In the end its all up to you.
I hope all works out well for you and hubby is happy with the choice you make.
You have support here no matter what you do with it!!!

Bobbie


----------



## cja (Mar 6, 2011)

First!!!!! what hobbies does he have golfing ,, fishing,, hunting???bet your yarn takes up less space I am currently on a yarn diet, trying to finish some projects before I buy more yarn....I did have to buy some for a baby project and I do keep a knitting journal so I can reward myself when I see what I have knitted....I live with a golfer and he does not complain about my yarn


----------



## jconard (Feb 6, 2012)

I did something similar with my stash...put all the little balls & pieces into a bag, then just picked 1 out without looking at the color, & crocheted a lapghan for myself. Just crocheted until that particular leftover was finished, then grabbed another color & crocheted until I ran out of LO yarns. Added fringe on both ends. I LOVE it!!! The colors are amazing (without planning!), & it keeps me warm while watching TV in the evenings. Have had many compliments on this project. I'm saving my stash for another go at one! Judy


----------



## Angelsmom1 (Jan 28, 2012)

m2hvnfn said:


> Okay Ladies ... Here is a perfect stashbuster to use of all those yarns you might have. I made one in pastels for a childs blanket, jewel tones for my daughter ... you get the picture. And, it's a mindless, take with you project.


Thank you for this link. I really like the pattern and have lots of 1 skein colors I can use for this.


----------



## kittykatzmom (Mar 1, 2011)

I was at Wal-Mart this past Saturday and they still don't have the color of yarn I need to purchase. BUT I got 6 skeins at $1.50 a skein. Couldn't afford to pass that up!


----------



## m2hvnfn (Nov 14, 2011)

kittykatzmom said:


> I was at Wal-Mart this past Saturday and they still don't have the color of yarn I need to purchase. BUT I got 6 skeins at $1.50 a skein. Couldn't afford to pass that up!

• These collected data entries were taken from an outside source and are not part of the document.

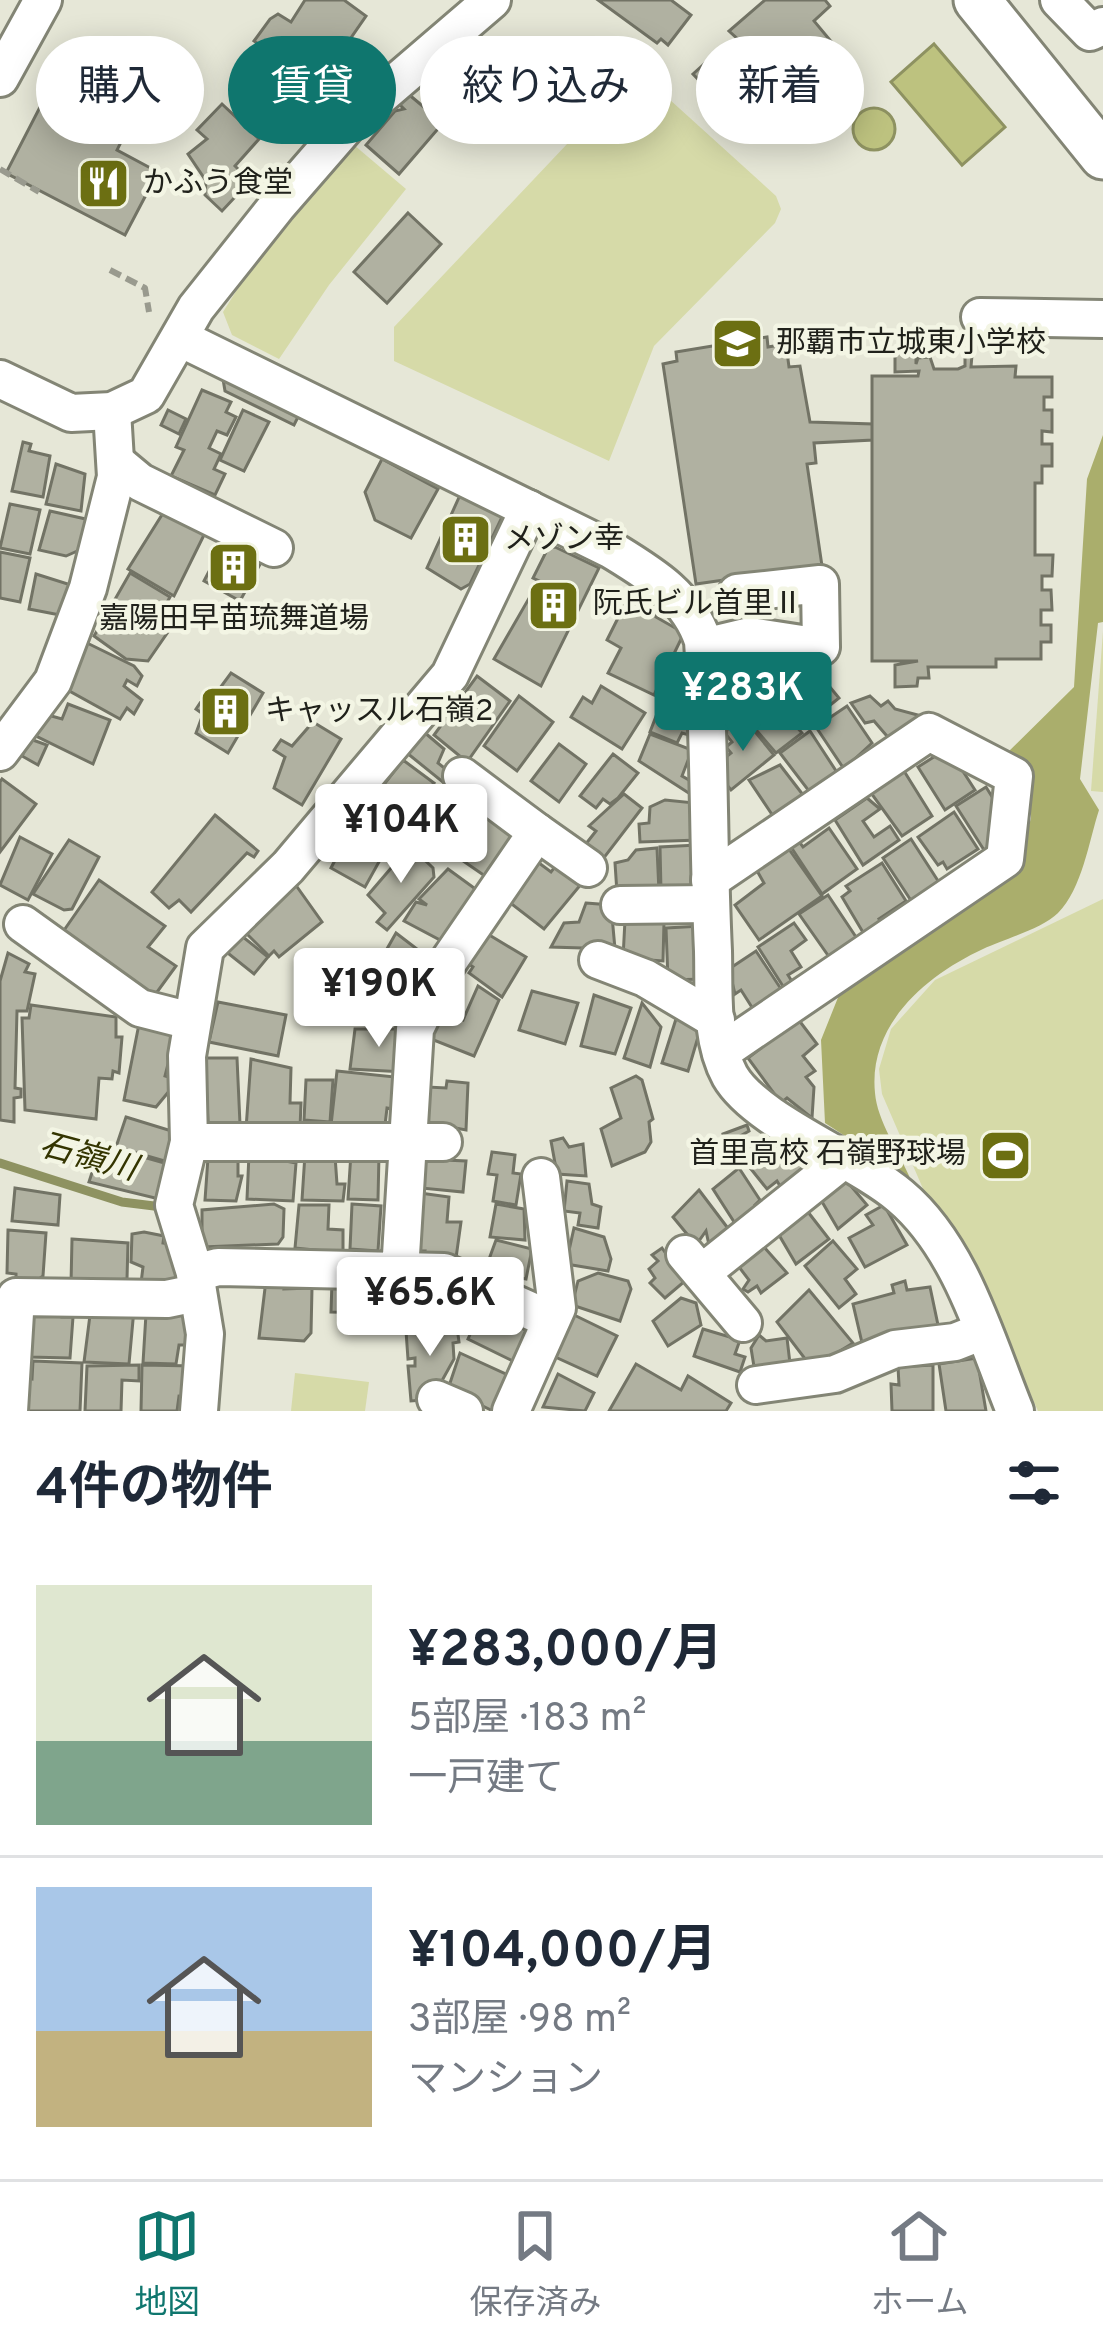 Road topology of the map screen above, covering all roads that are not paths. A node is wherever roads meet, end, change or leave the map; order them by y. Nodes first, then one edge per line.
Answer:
1 (43, 0) edge
2 (492, 0) edge
3 (977, 0) edge
4 (1059, 0) edge
5 (1103, 26) edge
6 (0, 78) edge
7 (1103, 156) edge
8 (980, 316) dead end
9 (1103, 319) edge
10 (180, 338) junction
11 (0, 379) edge
12 (112, 411) junction
13 (116, 462) junction
14 (529, 509) junction
15 (274, 548) dead end
16 (737, 593) dead end
17 (711, 645) junction
18 (0, 752) edge
19 (462, 776) dead end
20 (537, 832) junction
21 (588, 868) dead end
22 (710, 892) junction
23 (620, 905) dead end
24 (23, 924) dead end
25 (598, 960) dead end
26 (191, 1021) junction
27 (718, 1036) junction
28 (189, 1142) junction
29 (406, 1142) junction
30 (443, 1142) dead end
31 (847, 1157) junction
32 (541, 1177) dead end
33 (400, 1270) junction
34 (195, 1283) junction
35 (551, 1321) junction
36 (743, 1323) dead end
37 (982, 1331) junction
38 (756, 1384) dead end
39 (9, 1411) edge
40 (199, 1411) edge
41 (511, 1411) edge
42 (1015, 1411) edge

1 - 6 street
2 - 10 street
3 - 7 main road
4 - 5 street
8 - 9 street
10 - 12 street
10 - 14 street
11 - 12 street
12 - 13 street
13 - 15 street
13 - 18 street
14 - 17 street
14 - 26 street
16 - 17 street
17 - 22 street
19 - 20 street
20 - 21 street
20 - 29 street
22 - 23 street
22 - 27 street
22 - 27 street
24 - 26 street
25 - 27 street
26 - 28 street
27 - 31 street
28 - 29 street
28 - 34 street
29 - 30 street
29 - 33 street
31 - 36 street
31 - 37 street
32 - 35 street
33 - 34 street
33 - 35 street
34 - 39 street
34 - 40 street
35 - 41 street
37 - 38 street
37 - 42 street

What color and brand are you looking for? I am weeding out my stash ... maybe I have something for you!!


----------



## knittingwitch (Dec 6, 2011)

your a girl after my own heart i havew done the same, gone into a shop for something and come out with wool as well good aint it


----------



## crystalrose (Apr 22, 2011)

Have you thought of donating some to your local Goodwill or Thrift Store? There are knitters who are not blessed enough to be able to buy yarn (at least not at full retail price).


----------



## Jessica-Jean (Mar 14, 2011)

pjstitches said:


> *How do I break the KP internet habit?*


Fewer than 12 steps:
1)delete the daily digests unopened/unread
2)disable the internet connection
3)just stay off KP!

Easier said than done, but it is do-able.


----------



## Jessica-Jean (Mar 14, 2011)

Mrs. Mac said:


> ... *Personal Management, which means taking responsibility for one's actions, belongings, and resources. Planning purchases carefully, to gain most from one's resources.* Of course, I taught adolescents, who were about to enter their adulthood. We grown-ups, on the other hand, should have already learned most of those responsibility lessons. Right? We are able to govern our own behavior, right? After all, we should not need another person to tell us what to do, right?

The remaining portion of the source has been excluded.